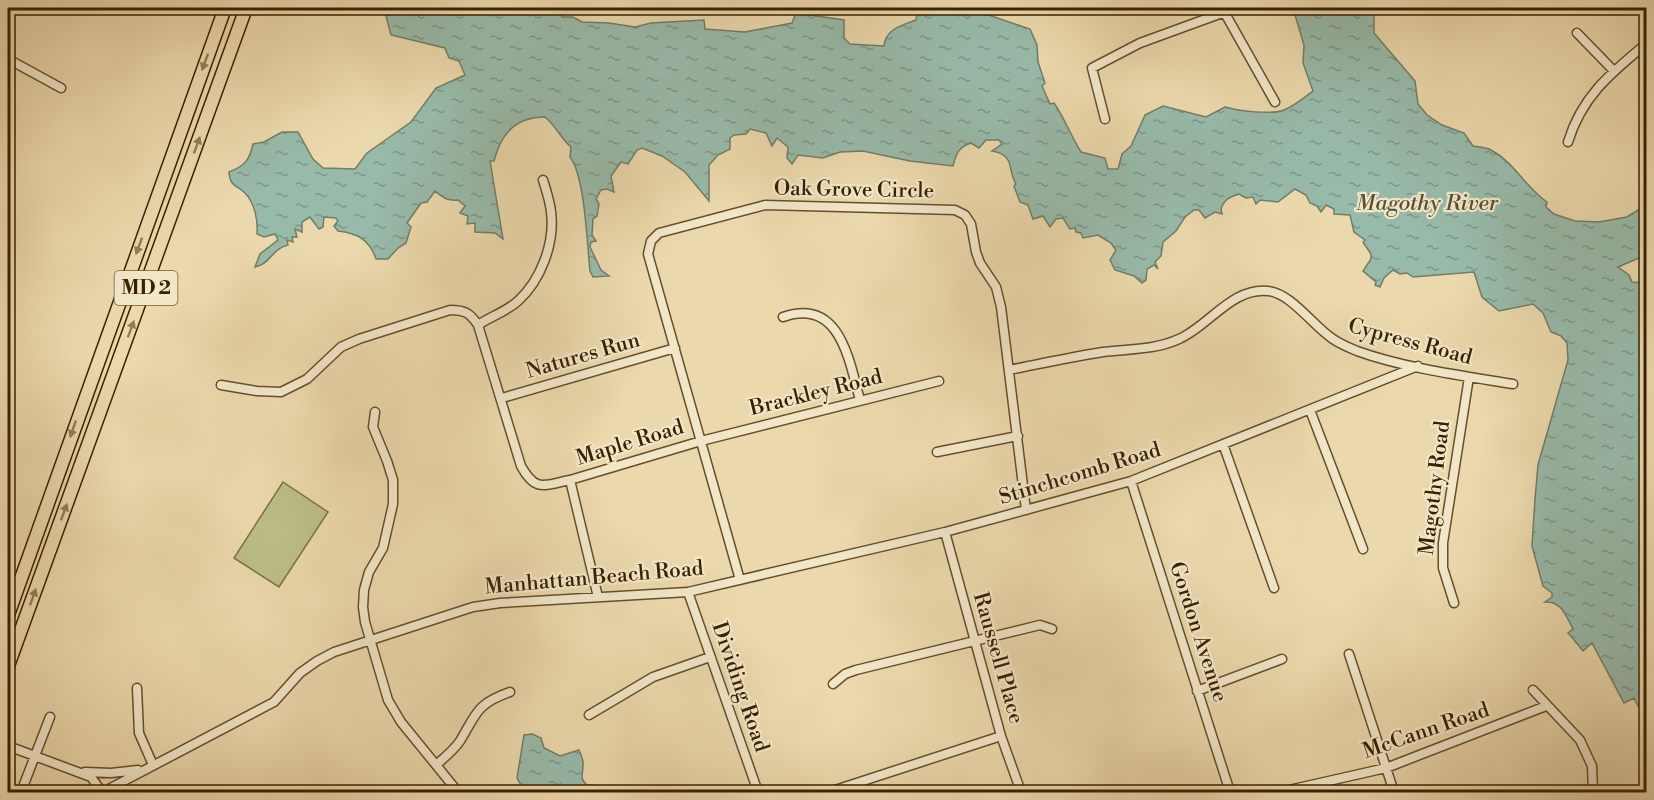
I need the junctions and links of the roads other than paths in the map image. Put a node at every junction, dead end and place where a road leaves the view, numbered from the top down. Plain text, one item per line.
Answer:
1 (225, 8) edge
2 (246, 8) edge
3 (1224, 10) edge
4 (1577, 33) dead end
5 (1647, 44) edge
6 (8, 59) edge
7 (1614, 71) junction
8 (61, 88) dead end
9 (1275, 102) dead end
10 (1104, 119) dead end
11 (1568, 142) dead end
12 (543, 180) dead end
13 (783, 317) dead end
14 (478, 325) junction
15 (675, 348) junction
16 (1418, 366) junction
17 (1009, 370) junction
18 (1469, 377) junction
19 (939, 381) dead end
20 (1513, 384) dead end
21 (221, 385) dead end
22 (502, 398) junction
23 (860, 400) junction
24 (1310, 410) junction
25 (375, 412) dead end
26 (1018, 436) junction
27 (701, 441) junction
28 (1223, 444) junction
29 (937, 452) dead end
30 (570, 480) junction
31 (1131, 481) junction
32 (1026, 510) junction
33 (945, 532) junction
34 (1363, 549) dead end
35 (27, 561) junction
36 (44, 567) junction
37 (740, 580) junction
38 (1274, 588) dead end
39 (688, 592) junction
40 (598, 597) junction
41 (1454, 603) dead end
42 (8, 615) edge
43 (1052, 629) dead end
44 (371, 640) junction
45 (973, 641) junction
46 (1349, 654) dead end
47 (710, 657) junction
48 (1282, 659) dead end
49 (8, 666) edge
50 (833, 684) dead end
51 (137, 688) dead end
52 (1533, 690) dead end
53 (1197, 691) junction
54 (510, 692) dead end
55 (1546, 706) junction
56 (589, 715) dead end
57 (50, 717) dead end
58 (1001, 736) junction
59 (8, 746) edge
60 (35, 755) junction
61 (436, 765) junction
62 (148, 767) junction
63 (1386, 768) junction
64 (79, 772) junction
65 (21, 792) edge
66 (102, 792) edge
67 (458, 792) edge
68 (758, 792) edge
69 (829, 792) edge
70 (1021, 792) edge
71 (1230, 792) edge
72 (1280, 792) edge
73 (1394, 792) edge
74 (1593, 792) edge

1 -> 35 highway, MD 2
36 -> 2 highway, MD 2
3 - 9 street
3 - 10 street
4 - 7 street
5 - 7 street
6 - 8 street
7 - 11 street
12 - 14 street
13 - 23 street
14 - 21 street
14 - 22 street, Maple Road
15 - 17 street, Oak Grove Circle
15 - 22 street, Natures Run
15 - 27 street, Oak Grove Circle
16 - 17 street, Cypress Road
16 - 18 street, Cypress Road
16 - 24 street, Stinchcomb Road
17 - 26 street, Oak Grove Circle
18 - 20 street, Cypress Road
18 - 41 street, Magothy Road
19 - 23 street, Brackley Road
22 - 30 street, Maple Road
23 - 27 street, Brackley Road
24 - 28 street, Stinchcomb Road
24 - 34 street
25 - 44 street
26 - 29 street
26 - 32 street, Oak Grove Circle
27 - 30 street, Maple Road
27 - 37 street, Oak Grove Circle
28 - 31 street, Stinchcomb Road
28 - 38 street
30 - 40 street
31 - 32 street, Stinchcomb Road
31 - 53 street, Gordon Avenue
32 - 33 street, Stinchcomb Road
33 - 37 street, Stinchcomb Road
33 - 45 street, Raussell Place
35 - 36 highway
35 - 42 highway, MD 2
49 -> 36 highway, MD 2
37 - 39 street, Manhattan Beach Road
39 - 40 street, Manhattan Beach Road
39 - 47 street, Dividing Road
40 - 44 street, Manhattan Beach Road
43 - 45 street
44 - 61 street
44 - 62 street, Manhattan Beach Road
45 - 50 street
45 - 58 street, Raussell Place
46 - 63 street
47 - 56 street
47 - 68 street, Dividing Road
48 - 53 street
51 - 62 street
52 - 55 street
53 - 71 street, Gordon Avenue
54 - 61 street
55 - 63 street, McCann Road
55 - 74 street
57 - 60 street
58 - 69 street
58 - 70 street, Raussell Place
59 - 60 street
60 - 64 street
60 - 65 street
61 - 67 street
62 - 64 street
62 - 66 street, Manhattan Beach Road
63 - 72 street, McCann Road
63 - 73 street
64 - 66 street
◆ ◆ ◆ ◆
WORK INSTRUCTIONS → Would it be possible to give the material above again exactly, with the pictures left out?

RESPONSE TO THE TASK →
I need the junctions and links of the roads other than paths in the map image. Put a node at every junction, dead end and place where a road leaves the view, numbered from the top down. Plain text, one item per line.
Answer:
1 (225, 8) edge
2 (246, 8) edge
3 (1224, 10) edge
4 (1577, 33) dead end
5 (1647, 44) edge
6 (8, 59) edge
7 (1614, 71) junction
8 (61, 88) dead end
9 (1275, 102) dead end
10 (1104, 119) dead end
11 (1568, 142) dead end
12 (543, 180) dead end
13 (783, 317) dead end
14 (478, 325) junction
15 (675, 348) junction
16 (1418, 366) junction
17 (1009, 370) junction
18 (1469, 377) junction
19 (939, 381) dead end
20 (1513, 384) dead end
21 (221, 385) dead end
22 (502, 398) junction
23 (860, 400) junction
24 (1310, 410) junction
25 (375, 412) dead end
26 (1018, 436) junction
27 (701, 441) junction
28 (1223, 444) junction
29 (937, 452) dead end
30 (570, 480) junction
31 (1131, 481) junction
32 (1026, 510) junction
33 (945, 532) junction
34 (1363, 549) dead end
35 (27, 561) junction
36 (44, 567) junction
37 (740, 580) junction
38 (1274, 588) dead end
39 (688, 592) junction
40 (598, 597) junction
41 (1454, 603) dead end
42 (8, 615) edge
43 (1052, 629) dead end
44 (371, 640) junction
45 (973, 641) junction
46 (1349, 654) dead end
47 (710, 657) junction
48 (1282, 659) dead end
49 (8, 666) edge
50 (833, 684) dead end
51 (137, 688) dead end
52 (1533, 690) dead end
53 (1197, 691) junction
54 (510, 692) dead end
55 (1546, 706) junction
56 (589, 715) dead end
57 (50, 717) dead end
58 (1001, 736) junction
59 (8, 746) edge
60 (35, 755) junction
61 (436, 765) junction
62 (148, 767) junction
63 (1386, 768) junction
64 (79, 772) junction
65 (21, 792) edge
66 (102, 792) edge
67 (458, 792) edge
68 (758, 792) edge
69 (829, 792) edge
70 (1021, 792) edge
71 (1230, 792) edge
72 (1280, 792) edge
73 (1394, 792) edge
74 (1593, 792) edge

1 -> 35 highway, MD 2
36 -> 2 highway, MD 2
3 - 9 street
3 - 10 street
4 - 7 street
5 - 7 street
6 - 8 street
7 - 11 street
12 - 14 street
13 - 23 street
14 - 21 street
14 - 22 street, Maple Road
15 - 17 street, Oak Grove Circle
15 - 22 street, Natures Run
15 - 27 street, Oak Grove Circle
16 - 17 street, Cypress Road
16 - 18 street, Cypress Road
16 - 24 street, Stinchcomb Road
17 - 26 street, Oak Grove Circle
18 - 20 street, Cypress Road
18 - 41 street, Magothy Road
19 - 23 street, Brackley Road
22 - 30 street, Maple Road
23 - 27 street, Brackley Road
24 - 28 street, Stinchcomb Road
24 - 34 street
25 - 44 street
26 - 29 street
26 - 32 street, Oak Grove Circle
27 - 30 street, Maple Road
27 - 37 street, Oak Grove Circle
28 - 31 street, Stinchcomb Road
28 - 38 street
30 - 40 street
31 - 32 street, Stinchcomb Road
31 - 53 street, Gordon Avenue
32 - 33 street, Stinchcomb Road
33 - 37 street, Stinchcomb Road
33 - 45 street, Raussell Place
35 - 36 highway
35 - 42 highway, MD 2
49 -> 36 highway, MD 2
37 - 39 street, Manhattan Beach Road
39 - 40 street, Manhattan Beach Road
39 - 47 street, Dividing Road
40 - 44 street, Manhattan Beach Road
43 - 45 street
44 - 61 street
44 - 62 street, Manhattan Beach Road
45 - 50 street
45 - 58 street, Raussell Place
46 - 63 street
47 - 56 street
47 - 68 street, Dividing Road
48 - 53 street
51 - 62 street
52 - 55 street
53 - 71 street, Gordon Avenue
54 - 61 street
55 - 63 street, McCann Road
55 - 74 street
57 - 60 street
58 - 69 street
58 - 70 street, Raussell Place
59 - 60 street
60 - 64 street
60 - 65 street
61 - 67 street
62 - 64 street
62 - 66 street, Manhattan Beach Road
63 - 72 street, McCann Road
63 - 73 street
64 - 66 street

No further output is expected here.